WannabeNetwon
I won't pretend that my interpretation of SR isn't contentious -- in fact, I'd go as far as to say that it's a minority position. However, I will continue to passionately advocate for it because it is the correct interpretation. (Incidentally, it was in poor taste that you accused me of being ignorant of the literature in the philosophy of relativity. I've read most of Harvey Brown's work on the matter, including his book
Physical Relativity, and have been thoroughly convinced by his arguments.

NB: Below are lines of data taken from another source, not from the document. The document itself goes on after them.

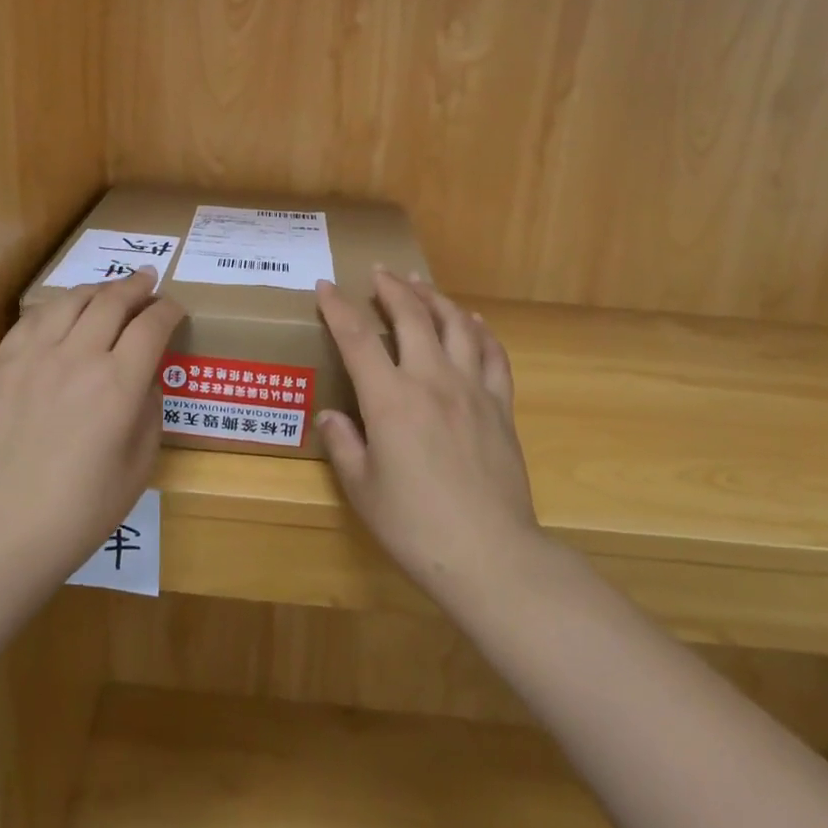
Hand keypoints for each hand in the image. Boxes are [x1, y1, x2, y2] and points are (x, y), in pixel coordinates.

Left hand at [0, 267, 183, 593]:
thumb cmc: (79, 513)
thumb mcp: (138, 468)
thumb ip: (148, 412)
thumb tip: (144, 378)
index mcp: (118, 385)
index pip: (152, 325)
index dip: (169, 310)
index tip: (176, 309)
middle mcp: (78, 358)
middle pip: (112, 300)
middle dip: (136, 286)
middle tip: (148, 280)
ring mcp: (33, 357)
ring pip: (71, 300)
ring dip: (97, 289)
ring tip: (109, 290)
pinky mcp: (1, 366)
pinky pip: (32, 319)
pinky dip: (56, 307)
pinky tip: (62, 312)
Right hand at [316, 270, 539, 598]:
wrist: (489, 554)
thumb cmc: (415, 526)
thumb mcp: (362, 489)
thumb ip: (343, 444)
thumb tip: (331, 415)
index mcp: (390, 399)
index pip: (357, 338)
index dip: (338, 308)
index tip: (326, 286)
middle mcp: (432, 380)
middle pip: (413, 316)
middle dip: (392, 288)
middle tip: (380, 272)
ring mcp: (472, 390)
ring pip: (456, 325)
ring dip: (435, 298)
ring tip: (421, 284)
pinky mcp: (501, 406)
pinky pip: (494, 355)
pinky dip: (481, 331)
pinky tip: (474, 321)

On the other hand the papers countering his position, such as John Norton's "Why Constructive Relativity Fails", have been very feeble replies in my opinion.)
You begin by asserting that
In other words [length contraction] falls out of chronogeometric assumptions of SR whereas [in the Lorentz ether theory it] is a consequence of dynamics.

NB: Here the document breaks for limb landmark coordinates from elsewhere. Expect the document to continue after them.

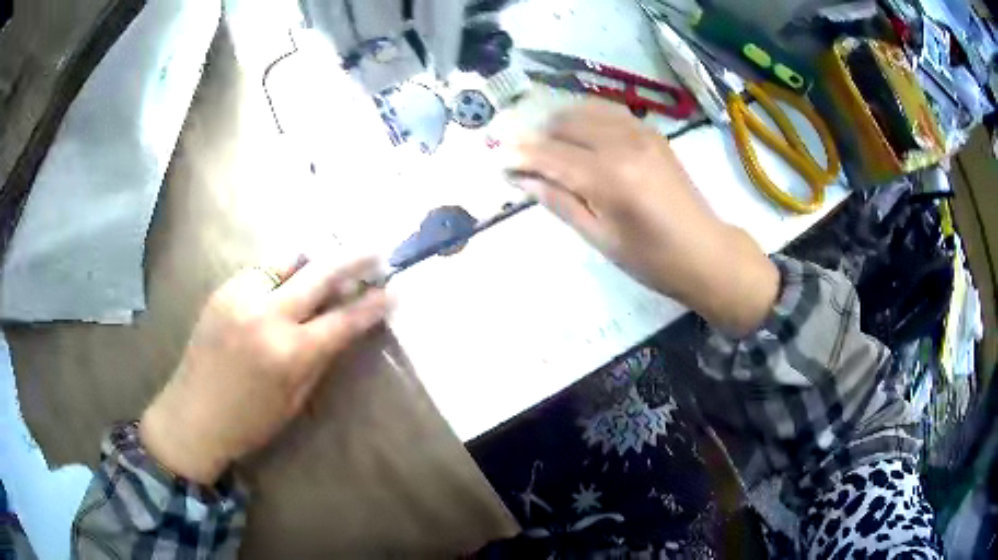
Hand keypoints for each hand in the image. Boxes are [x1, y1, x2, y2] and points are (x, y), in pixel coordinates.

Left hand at [140, 257, 390, 484]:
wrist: (193, 414)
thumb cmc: (249, 421)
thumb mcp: (294, 399)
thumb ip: (318, 357)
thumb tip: (341, 325)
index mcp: (289, 352)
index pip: (343, 320)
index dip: (372, 305)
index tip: (394, 291)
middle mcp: (267, 314)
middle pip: (320, 273)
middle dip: (354, 258)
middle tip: (376, 249)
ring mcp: (242, 296)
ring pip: (289, 260)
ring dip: (314, 260)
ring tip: (327, 263)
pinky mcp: (224, 289)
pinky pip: (263, 271)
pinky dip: (281, 274)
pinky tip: (284, 286)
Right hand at [511, 102, 778, 335]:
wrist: (706, 252)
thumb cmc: (652, 259)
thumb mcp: (600, 238)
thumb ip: (560, 202)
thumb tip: (523, 179)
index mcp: (608, 177)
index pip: (549, 154)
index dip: (519, 155)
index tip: (497, 159)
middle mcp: (622, 143)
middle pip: (563, 123)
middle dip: (536, 137)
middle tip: (523, 159)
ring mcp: (640, 132)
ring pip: (584, 110)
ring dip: (559, 123)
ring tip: (549, 147)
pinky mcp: (651, 132)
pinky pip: (608, 112)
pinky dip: (586, 118)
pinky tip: (581, 137)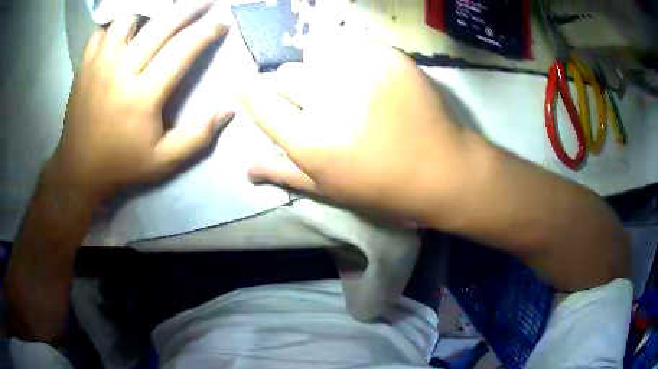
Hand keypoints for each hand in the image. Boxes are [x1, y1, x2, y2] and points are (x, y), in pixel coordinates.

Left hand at [50, 0, 231, 202]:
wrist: (80, 170)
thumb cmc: (123, 164)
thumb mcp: (164, 161)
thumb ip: (198, 136)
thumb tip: (228, 109)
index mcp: (143, 95)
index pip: (182, 49)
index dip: (206, 32)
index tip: (221, 23)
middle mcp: (121, 71)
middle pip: (160, 25)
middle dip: (188, 8)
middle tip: (205, 1)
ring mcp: (99, 65)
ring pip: (127, 20)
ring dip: (147, 15)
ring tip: (157, 19)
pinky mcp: (84, 67)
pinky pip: (101, 32)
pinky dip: (114, 28)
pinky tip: (122, 35)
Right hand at [240, 43, 474, 223]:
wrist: (442, 169)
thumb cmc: (382, 187)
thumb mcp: (329, 189)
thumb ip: (283, 172)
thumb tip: (245, 167)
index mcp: (310, 140)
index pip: (260, 101)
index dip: (248, 91)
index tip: (245, 86)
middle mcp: (329, 99)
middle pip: (286, 74)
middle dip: (294, 88)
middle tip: (320, 102)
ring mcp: (361, 71)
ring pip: (317, 52)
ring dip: (322, 68)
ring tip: (345, 87)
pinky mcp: (389, 56)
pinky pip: (352, 44)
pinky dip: (352, 58)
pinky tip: (370, 78)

It's worth noting that, despite how confidently you state it, this interpretation of length contraction appears nowhere in Einstein's writings (at least that I'm aware of), even after he was introduced to Minkowski's work and even after his formulation of General Relativity. To the contrary, after Pauli wrote his review article on relativity, which contained the passage
Should one, then, completely abandon any attempt to explain the Lorentz contraction atomistically? We think that the answer to this question should be No. The contraction of a measuring rod is not an elementary but a very complicated process. It would not take place except for the covariance with respect to the Lorentz group of the basic equations of electron theory, as well as of those laws, as yet unknown to us, which determine the cohesion of the electron itself.
, Einstein enthusiastically praised it, writing that
Whoever studies this mature and grandly conceived work might not believe that its author is a twenty-one year old man. One wonders what to admire most, the psychological understanding for the development of ideas, the sureness of mathematical deduction, the profound physical insight, the capacity for lucid, systematical presentation, the knowledge of the literature, the complete treatment of the subject matter, or the sureness of critical appraisal.
For what it's worth, Eddington, who was responsible for introducing relativity to the English-speaking world, wrote that
There is really nothing mysterious about the FitzGerald contraction. It would be an unnatural property of a rod pictured in the old way as continuous substance occupying space in virtue of its substantiality; but it is an entirely natural property of a swarm of particles held in delicate balance by electromagnetic forces, and occupying space by buffeting away anything that tries to enter.
I hope these quotes convince you that the interpretation of length contraction, time dilation etc. as "geometric phenomena" is quite recent.
It's also an unsatisfactory interpretation in my opinion. To see why, we first have to ask ourselves, what is geometry? Without going into the level of rigor that would satisfy a mathematician, a geometry is a collection of things called points, obeying certain axioms, along with a way of assigning a number for every pair of points, this function being called the metric. Special Relativity gives us a way of creating a spacetime geometry, with events serving as the geometry's points, because the quantity ##\eta_{\alpha\beta}\Delta x^\alpha\Delta x^\beta## serves as a useful metric due to the fact that this quantity takes the same form in all inertial coordinate systems.
But here's the key point: the only reason we assign a such a metric to the set of events is because the laws of physics are Lorentz invariant. Otherwise, the quantity ##\eta_{\alpha\beta}\Delta x^\alpha\Delta x^\beta## would play no role in the laws of physics and hence would be completely useless. In other words, it is the symmetry properties of the dynamical laws of physics that create a spacetime geometry, not the other way around. So to explain length contraction in geometric terms is an indirect way of explaining it in terms of the dynamical laws of nature.